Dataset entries
---

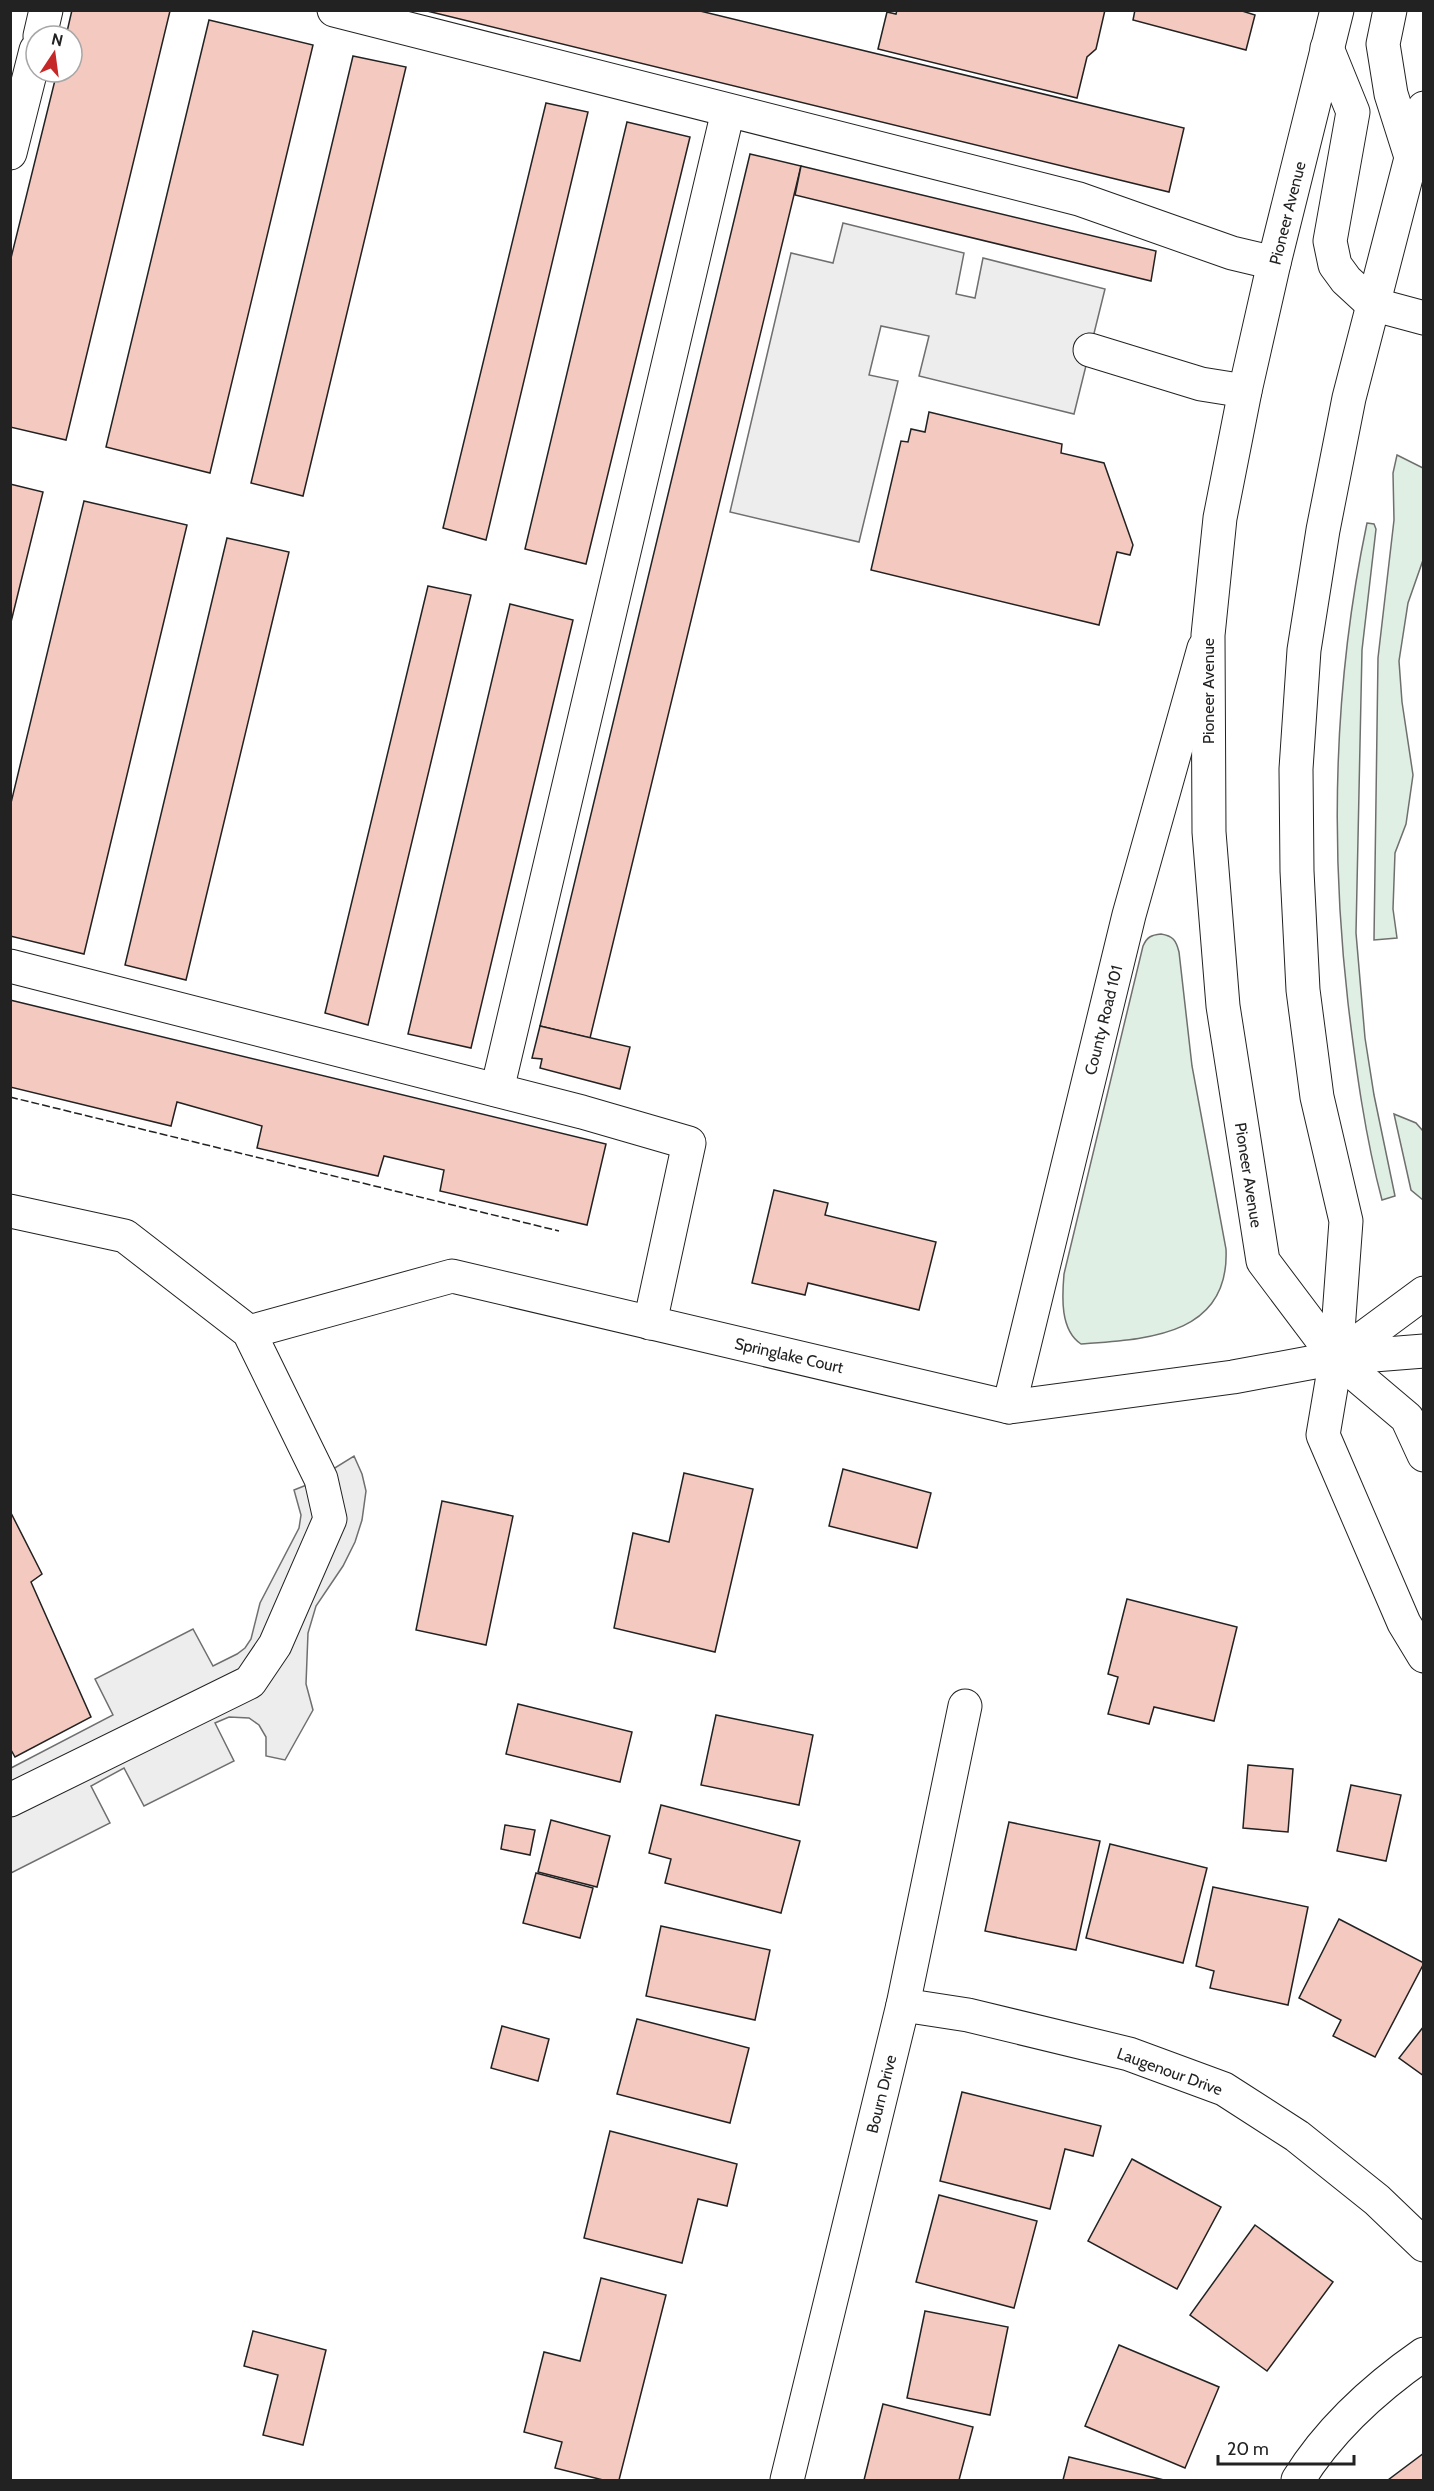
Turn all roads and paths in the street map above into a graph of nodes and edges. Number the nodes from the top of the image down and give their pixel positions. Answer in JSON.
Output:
{"nodes":[{"id":1,"x":334,"y":10,"type":"edge"},
{"id":2,"x":1337,"y":10,"type":"edge"},
{"id":3,"x":1390,"y":10,"type":"edge"},
{"id":4,"x":1328,"y":48,"type":"junction"},
{"id":5,"x":27,"y":84,"type":"edge"},
{"id":6,"x":1424,"y":108,"type":"edge"},
{"id":7,"x":728,"y":111,"type":"junction"},
{"id":8,"x":10,"y":153,"type":"edge"},
{"id":9,"x":1412,"y":156,"type":"junction"},
{"id":10,"x":1274,"y":263,"type":"junction"},
{"id":11,"x":1372,"y":304,"type":"junction"},
{"id":12,"x":1424,"y":318,"type":"edge"},
{"id":13,"x":1090,"y":350,"type":"dead end"},
{"id":14,"x":1245,"y":391,"type":"junction"},
{"id":15,"x":1208,"y":635,"type":"junction"},
{"id":16,"x":10,"y":966,"type":"edge"},
{"id":17,"x":497,"y":1090,"type":"junction"},
{"id":18,"x":10,"y":1211,"type":"edge"},
{"id":19,"x":1424,"y":1293,"type":"edge"},
{"id":20,"x":650,"y":1323,"type":"junction"},
{"id":21,"x":249,"y":1332,"type":"junction"},
{"id":22,"x":1424,"y":1351,"type":"edge"},
{"id":23,"x":1336,"y":1358,"type":"junction"},
{"id":24,"x":1009,"y":1407,"type":"junction"},
{"id":25,"x":1424,"y":1455,"type":"edge"},
{"id":26,"x":1424,"y":1656,"type":"edge"},
{"id":27,"x":965,"y":1706,"type":"dead end"},
{"id":28,"x":10,"y":1800,"type":"edge"},
{"id":29,"x":903,"y":2005,"type":"junction"},
{"id":30,"x":1424,"y":2245,"type":"edge"},
{"id":31,"x":1424,"y":2354,"type":"edge"},
{"id":32,"x":787,"y":2481,"type":"edge"},
{"id":33,"x":1298,"y":2481,"type":"edge"}],
"edges":[{"from":1,"to":7,"type":"main road"},
{"from":2,"to":4,"type":"main road","name":"Pioneer Avenue"},
{"from":3,"to":9,"type":"main road"},
{"from":4,"to":10,"type":"main road","name":"Pioneer Avenue"},
{"from":4,"to":11,"type":"main road"},
{"from":5,"to":8,"type":"main road"},
{"from":6,"to":9,"type":"main road"},
{"from":7,"to":10,"type":"main road"},
{"from":7,"to":17,"type":"main road"},
{"from":9,"to":11,"type":"main road"},
{"from":10,"to":14,"type":"main road","name":"Pioneer Avenue"},
{"from":11,"to":12,"type":"main road"},
{"from":11,"to":23,"type":"main road"},
{"from":13,"to":14,"type":"main road"},
{"from":14,"to":15,"type":"main road","name":"Pioneer Avenue"},
{"from":15,"to":23,"type":"main road","name":"Pioneer Avenue"},
{"from":15,"to":24,"type":"main road","name":"County Road 101"},
{"from":16,"to":17,"type":"main road"},
{"from":17,"to":20,"type":"main road"},
{"from":18,"to":21,"type":"main road"},
{"from":19,"to":23,"type":"main road"},
{"from":20,"to":21,"type":"main road","name":"Springlake Court"},
{"from":20,"to":24,"type":"main road","name":"Springlake Court"},
{"from":21,"to":28,"type":"main road"},
{"from":22,"to":23,"type":"main road","name":"Springlake Court"},
{"from":23,"to":24,"type":"main road","name":"Springlake Court"},
{"from":23,"to":25,"type":"main road","name":"Pioneer Avenue"},
{"from":23,"to":26,"type":"main road"},
{"from":27,"to":29,"type":"main road","name":"Bourn Drive"},
{"from":29,"to":30,"type":"main road","name":"Laugenour Drive"},
{"from":29,"to":32,"type":"main road","name":"Bourn Drive"},
{"from":31,"to":33,"type":"main road"}]}
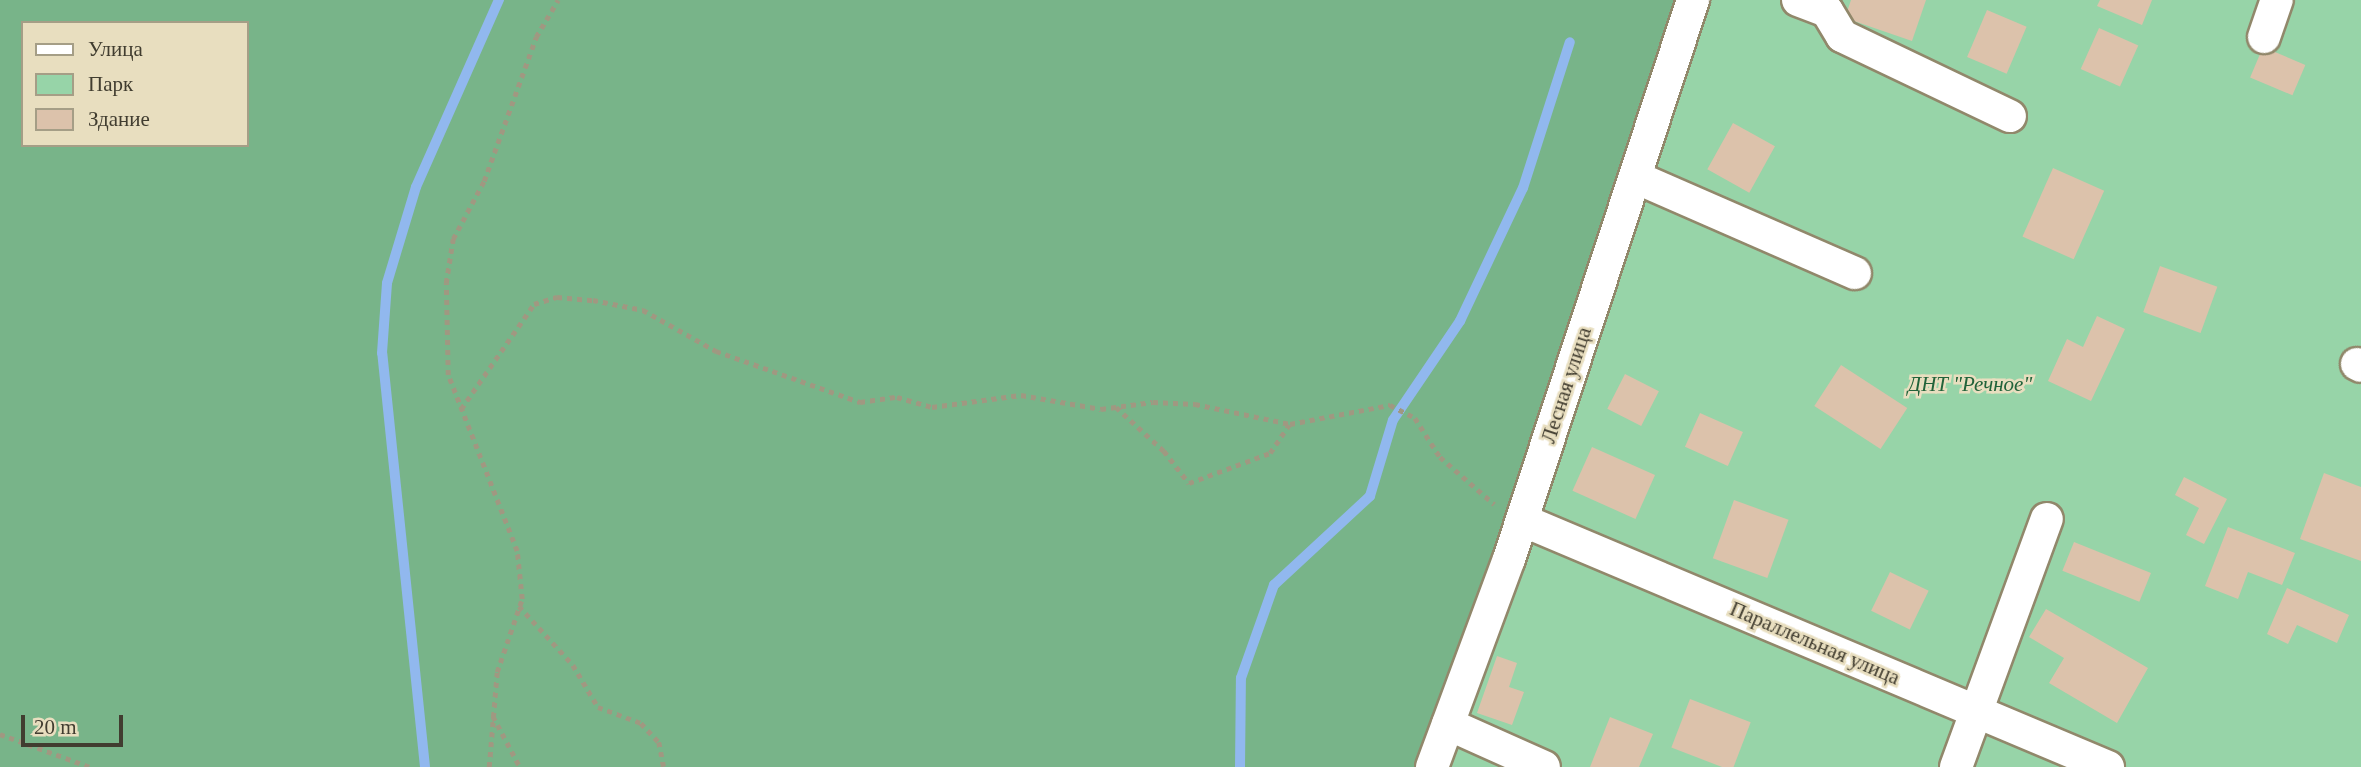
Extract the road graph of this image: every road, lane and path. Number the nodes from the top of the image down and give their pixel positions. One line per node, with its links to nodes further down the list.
1 (558, 0): 10 (path)
2 (1693, 0): 7 (street, Лесная улица)
3 (1798, 0): 6 (street)
4 (2277, 0): 5 (street)
5 (2264, 37)
6 (2010, 116)
7 (1635, 177): 8 (street); 12 (street, Лесная улица)
8 (1855, 272)
9 (1116, 407): 10 (path); 11 (path); 11 (path)
10 (461, 409): 14 (path)
11 (1290, 424): 12 (path)
12 (1521, 520): 15 (street, Параллельная улица); 17 (street, Лесная улица)
13 (2047, 520): 15 (street)
14 (519, 606): 16 (path); 22 (path)
15 (1975, 710): 25 (street); 26 (street, Параллельная улица)
16 (493, 716): 20 (path); 21 (path)
17 (1448, 724): 23 (street, Лесная улица); 24 (street)
18 (0, 734): 19 (path)
19 (90, 767)
20 (489, 767)
21 (520, 767)
22 (664, 767)
23 (1432, 767)
24 (1544, 767)
25 (1956, 767)
26 (2108, 767)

---

Find the number of lines above that hold the word "Springlake", then write that number by itself.

4